═══ DATA FOR REVIEW ═══

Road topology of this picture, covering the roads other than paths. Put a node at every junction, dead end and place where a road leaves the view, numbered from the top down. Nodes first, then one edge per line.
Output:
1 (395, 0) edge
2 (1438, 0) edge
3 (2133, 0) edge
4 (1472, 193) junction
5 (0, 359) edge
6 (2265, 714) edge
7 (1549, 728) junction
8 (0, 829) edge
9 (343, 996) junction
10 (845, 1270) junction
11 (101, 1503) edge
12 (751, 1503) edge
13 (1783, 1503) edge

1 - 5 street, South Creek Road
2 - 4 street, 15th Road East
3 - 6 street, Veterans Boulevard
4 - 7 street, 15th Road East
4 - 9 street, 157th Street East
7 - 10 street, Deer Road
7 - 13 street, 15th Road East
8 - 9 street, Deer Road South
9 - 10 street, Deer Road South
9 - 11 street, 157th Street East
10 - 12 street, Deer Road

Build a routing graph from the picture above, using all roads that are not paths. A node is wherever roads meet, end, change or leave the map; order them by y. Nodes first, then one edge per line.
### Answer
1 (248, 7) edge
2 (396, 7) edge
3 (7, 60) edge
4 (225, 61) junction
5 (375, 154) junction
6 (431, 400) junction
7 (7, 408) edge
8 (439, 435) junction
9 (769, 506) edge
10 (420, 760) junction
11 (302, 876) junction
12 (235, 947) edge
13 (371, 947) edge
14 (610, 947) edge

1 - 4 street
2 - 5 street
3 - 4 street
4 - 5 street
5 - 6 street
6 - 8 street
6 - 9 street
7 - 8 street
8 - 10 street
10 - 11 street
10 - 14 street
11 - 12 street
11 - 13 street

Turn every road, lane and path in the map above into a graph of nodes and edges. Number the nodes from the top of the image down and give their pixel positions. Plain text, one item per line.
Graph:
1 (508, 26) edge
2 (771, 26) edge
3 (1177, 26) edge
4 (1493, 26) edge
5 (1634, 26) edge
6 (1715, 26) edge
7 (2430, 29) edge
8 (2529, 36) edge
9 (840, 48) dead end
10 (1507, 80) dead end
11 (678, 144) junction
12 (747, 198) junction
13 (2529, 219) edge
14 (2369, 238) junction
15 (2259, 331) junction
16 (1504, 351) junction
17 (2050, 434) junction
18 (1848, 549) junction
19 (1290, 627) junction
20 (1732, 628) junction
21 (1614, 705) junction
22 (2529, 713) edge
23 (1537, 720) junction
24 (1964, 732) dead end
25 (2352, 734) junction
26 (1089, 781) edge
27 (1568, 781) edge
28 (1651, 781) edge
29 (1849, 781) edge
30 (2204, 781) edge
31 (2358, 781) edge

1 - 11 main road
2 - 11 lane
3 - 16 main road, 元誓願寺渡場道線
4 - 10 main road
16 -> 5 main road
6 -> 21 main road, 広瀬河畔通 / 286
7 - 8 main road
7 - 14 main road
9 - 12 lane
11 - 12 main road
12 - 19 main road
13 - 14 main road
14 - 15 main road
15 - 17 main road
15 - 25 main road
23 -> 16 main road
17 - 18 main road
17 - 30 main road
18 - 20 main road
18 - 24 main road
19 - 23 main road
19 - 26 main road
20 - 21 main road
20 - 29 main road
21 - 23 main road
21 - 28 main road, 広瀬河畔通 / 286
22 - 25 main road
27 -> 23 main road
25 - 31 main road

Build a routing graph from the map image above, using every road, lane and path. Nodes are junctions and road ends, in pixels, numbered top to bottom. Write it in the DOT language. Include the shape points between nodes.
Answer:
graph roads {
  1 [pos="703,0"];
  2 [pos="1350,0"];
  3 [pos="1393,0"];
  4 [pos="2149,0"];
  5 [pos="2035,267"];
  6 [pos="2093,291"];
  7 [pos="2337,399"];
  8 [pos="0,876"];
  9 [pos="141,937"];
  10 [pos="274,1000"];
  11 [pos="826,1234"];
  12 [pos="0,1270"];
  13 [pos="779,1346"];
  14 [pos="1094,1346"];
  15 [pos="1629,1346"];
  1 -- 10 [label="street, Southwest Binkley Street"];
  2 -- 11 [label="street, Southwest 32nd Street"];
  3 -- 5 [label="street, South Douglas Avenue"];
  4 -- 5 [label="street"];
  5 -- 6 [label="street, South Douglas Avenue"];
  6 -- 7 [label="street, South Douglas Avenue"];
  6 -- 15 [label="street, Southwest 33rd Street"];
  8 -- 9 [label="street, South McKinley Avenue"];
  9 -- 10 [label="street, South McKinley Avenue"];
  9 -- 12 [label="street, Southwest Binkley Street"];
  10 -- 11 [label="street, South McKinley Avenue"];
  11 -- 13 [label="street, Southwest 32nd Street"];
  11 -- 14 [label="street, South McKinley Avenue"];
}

═══

**YOUR INSTRUCTIONS**
The answer should be one number: how many lines in the data contain the word "paths".

**RESPONSE BELOW**
2